Has anyone converted a Trek bike to electric.

JMS51

New Member
Region
USA
I have a Trek 7000 aluminum frame bike that I would like to convert to electric with at least 700 watts due to the hills in my area. I have been looking for a good rear hub kit but am seeing a lot of mid crank kits. My frame diameter seems to be larger than the mounting clamps of those kits advertise.

Anyone convert a Trek or similar bike?
 

JES2020

Active Member
Yes
Alot of people have successfully converted a Trek to an ebike.
I did it with a Trek cromoly frame with very few issues.

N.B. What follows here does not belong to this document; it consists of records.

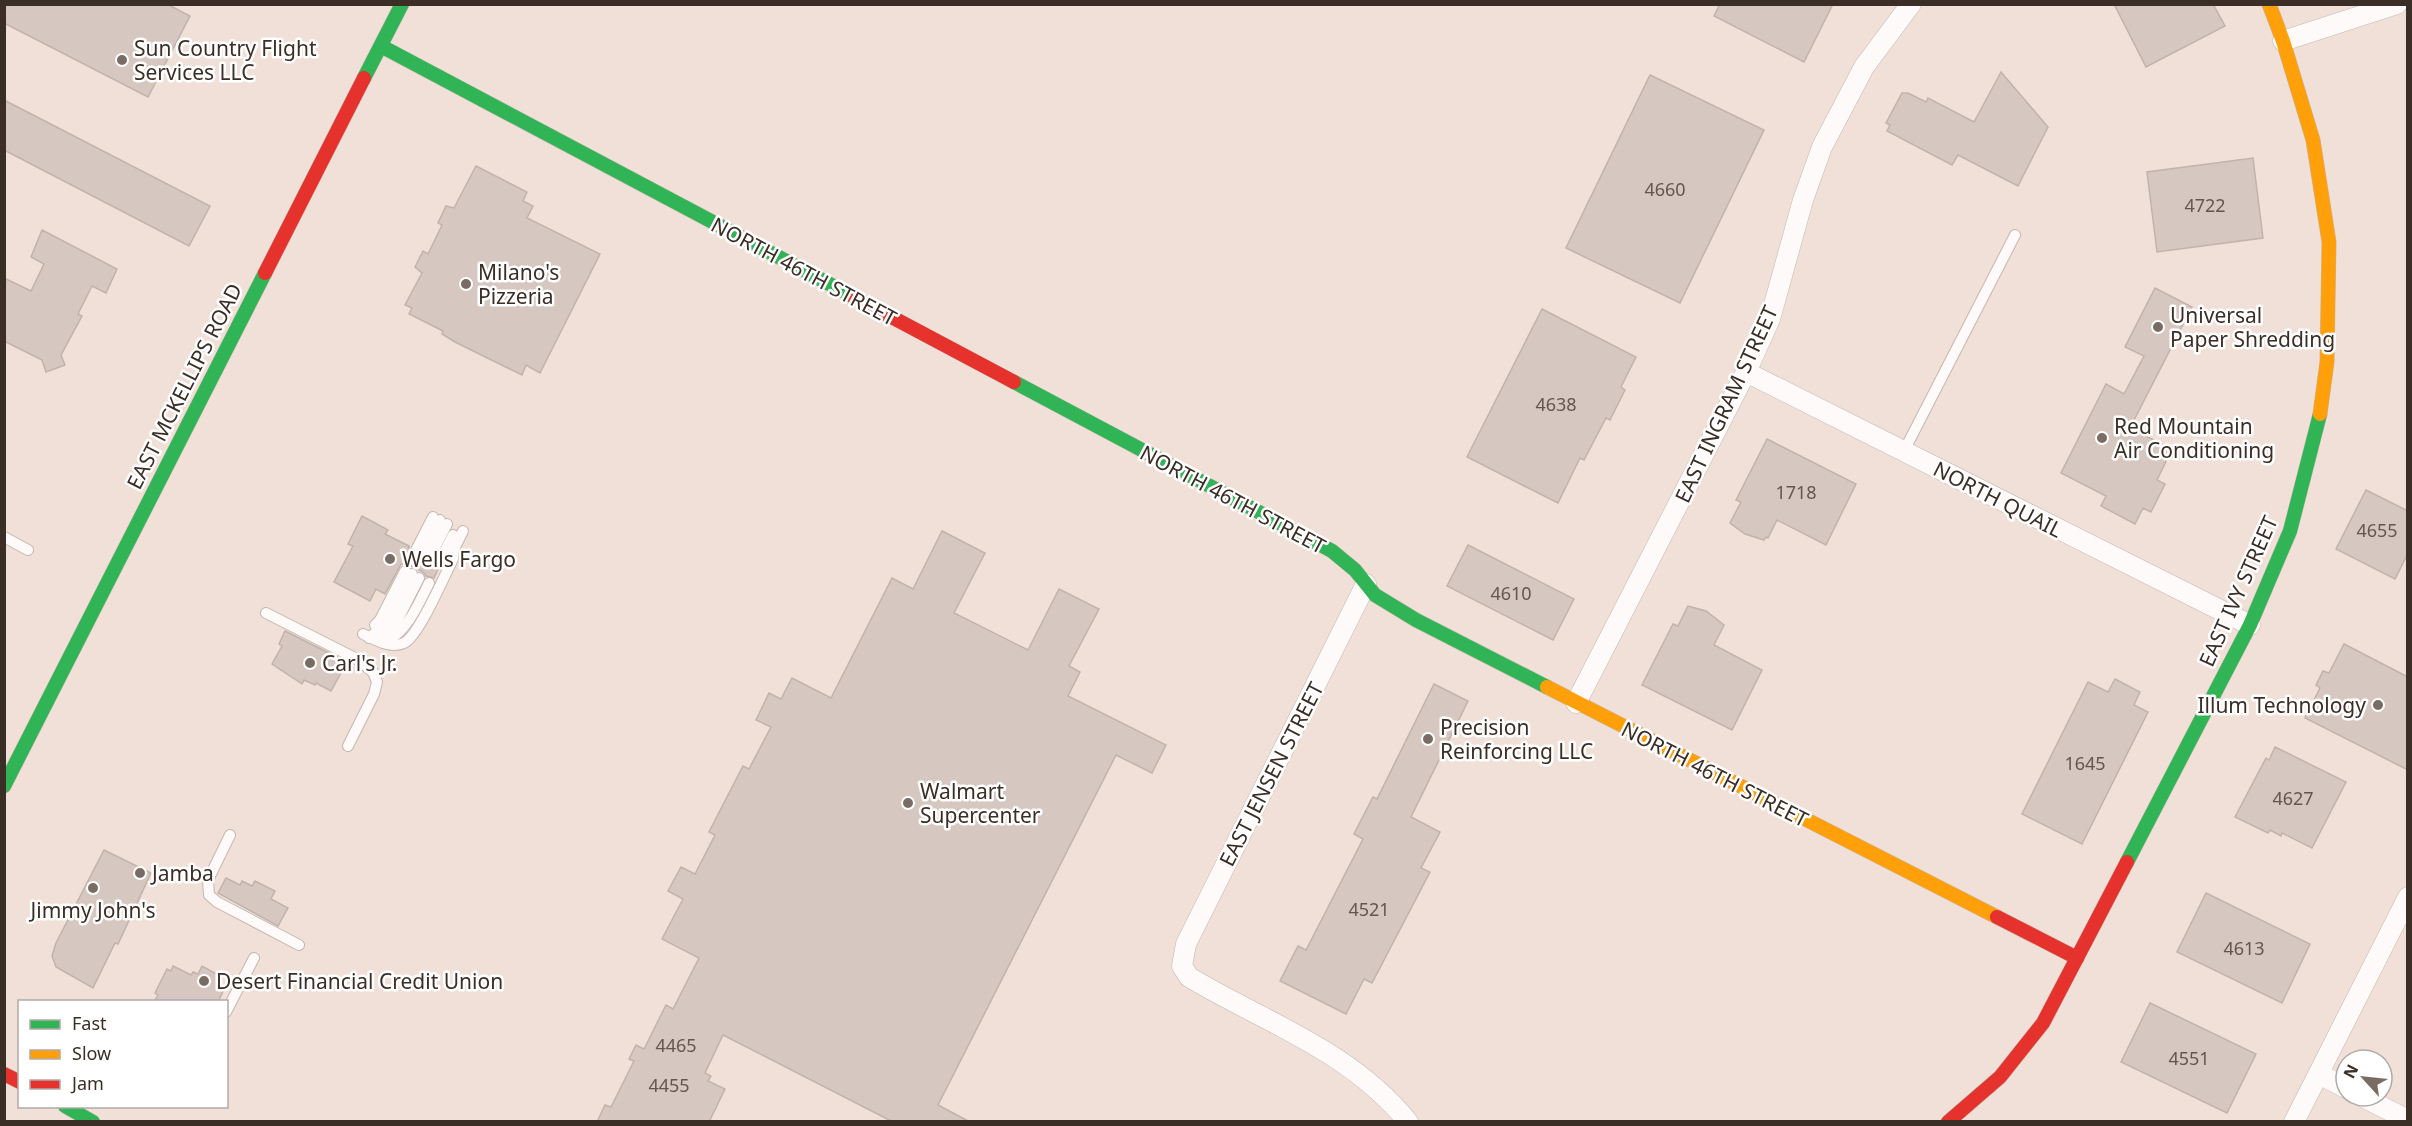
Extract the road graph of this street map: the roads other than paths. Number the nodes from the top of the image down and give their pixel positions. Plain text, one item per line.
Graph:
1 (402, 4) edge
2 (1911, 4) edge
3 (2269, 4) edge
4 (2397, 4) edge
5 (2283, 41) junction
6 (381, 46) junction
7 (2015, 235) dead end
8 (1746, 372) junction
9 (1904, 451) junction
10 (448, 524) junction
11 (4, 537) edge
12 (28, 550) dead end
13 (1366, 584) junction
14 (266, 613) dead end
15 (2250, 625) junction
16 (374, 639) junction
17 (1576, 704) junction
18 (348, 746) dead end
19 (4, 786) edge
20 (230, 835) dead end
21 (2408, 897) edge
22 (299, 945) dead end
23 (254, 958) dead end
24 (2077, 958) junction
25 (228, 1008) edge
26 (4, 1074) edge
27 (2319, 1074) junction
28 (18, 1081) edge
29 (2334, 1082) edge
30 (67, 1108) edge
31 (2384, 1108) edge
32 (2408, 1120) edge
33 (93, 1122) edge
34 (1408, 1122) edge
35 (1948, 1122) edge
36 (2294, 1122) edge

1 - 6 street, EAST MCKELLIPS ROAD
2 - 8 street, EAST INGRAM STREET
3 - 5 street, EAST IVY STREET
4 - 5 street
5 - 15 street, EAST IVY STREET
6 - 13 street, NORTH 46TH STREET
6 - 19 street, EAST MCKELLIPS ROAD
7 - 9 lane
8 - 9 street, NORTH QUAIL
8 - 17 street, EAST INGRAM STREET
9 - 15 street, NORTH QUAIL
10 - 10 lane
10 - 16 lane
11 - 12 lane
13 - 17 street, NORTH 46TH STREET
13 - 34 street, EAST JENSEN STREET
14 - 18 lane
15 - 24 street, EAST IVY STREET
16 - 16 lane
17 - 24 street, NORTH 46TH STREET
20 - 22 lane
21 - 27 street
23 - 25 lane
24 - 35 street, EAST IVY STREET
26 - 28 street
27 - 29 street
27 - 36 street
30 - 33 street
31 - 32 street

One important note, with a 700w hub motor be ABSOLUTELY sure to install at least 1 tourque arm, as aluminum tends to fracture under such high out motors at the drop out.

There are literately tons of hub kits out there and they are by far the easiest to install, my recommendation would be the rear install for handling characteristics.

Have fun!
Also I reccomend the "geared" rear hub...a bit more prone to matainance issues (nothing compared to a gas engine) but the direct drive is louder and drags when you take the power off.
 
Last edited:

indianajo

Well-Known Member
Ebikeling.com
Lunabike.com
I buy the motors built into a wheel of the appropriate size for my bike. Note you want one for 135 mm dropout as you do not probably have a fat tire bike.
My ebikeling motor lasted ~4500 miles & 2.5 years. I now have a Mac12 from luna which is designed to go slower with heavier loads. I carry 80 lb cargo sometimes. The mac12 goes on the flat up to about 23 mph. It uses less watthours on my hilly commute than the ebikeling. note the latest luna kit came without switched brake handles or any input to the controller for such handles. If the mac took off full throttle, I'd have to reach in front of the handlebar and turn the key off. both vendors have reputations that include competent batteries. I built my battery into an aluminum frame with plastic foam to keep the rain off and warm in the winter. I take the battery off from Dec 15 to Feb 28 though. it freezes here.
Grin is in Canada. If you want customs to play games with your parts, buy from there.
 

kmccune

Active Member
I used a 500 watt "Voilamart" 36 volt kit on a Trek"800" with the steel frame( couldn't get it to drop in an aluminum Huffy I was converting, had a brainstorm, flopped the old steel Trek over and lo and behold dropped right in.The 36 volt rear hub climbed well and went plenty of fast for the 'rim brakes" the 20 ah battery give it plenty of endurance.I think I could have used it on the Huffy if I could have got the 6spd freewheel swapped. As it was the Trek already had a 7 spd derailleur installed, got it working pretty good then give it to my younger brother. Am planning on taking the Front hub motor and kit off the Huffy and putting the std wheel back on it and putting tthe 6 spd 750 watt hub motor on the huffy if it will work( anybody want the 500 watt front hub kit 26" from the huffy? it yours for $50 plus shipping.
 

kmccune

Active Member
Huh oh, looks like the "Tabby Kittens were doing something else when I left besides eating on the Twix candy bar, had to delete a few double posts.
 

harryS

Well-Known Member
I put a ebikeling kit on a Trek 830 in 2015. It was 500W 36V rear geared hub for $200. Added a $280 36V dolphin battery and it's been a reliable ebike. Always there if I want it. Just a simple three speed PAS with throttle. 20 mph. No display. No frills. The natural upgrade would have been to upgrade to a 5 level PAS controller with LCD, but I never did,
El Trekko (1 of 1).JPG

I have purchased several more ebikeling geared hub motor kits. I did not like the way their newer LCD kits work with the geared motors. No speed display when coasting. Crude PAS response. I junked their electronics and put on KT controllers. His business has grown, and he is now a big seller, especially for the higher power direct drive kits.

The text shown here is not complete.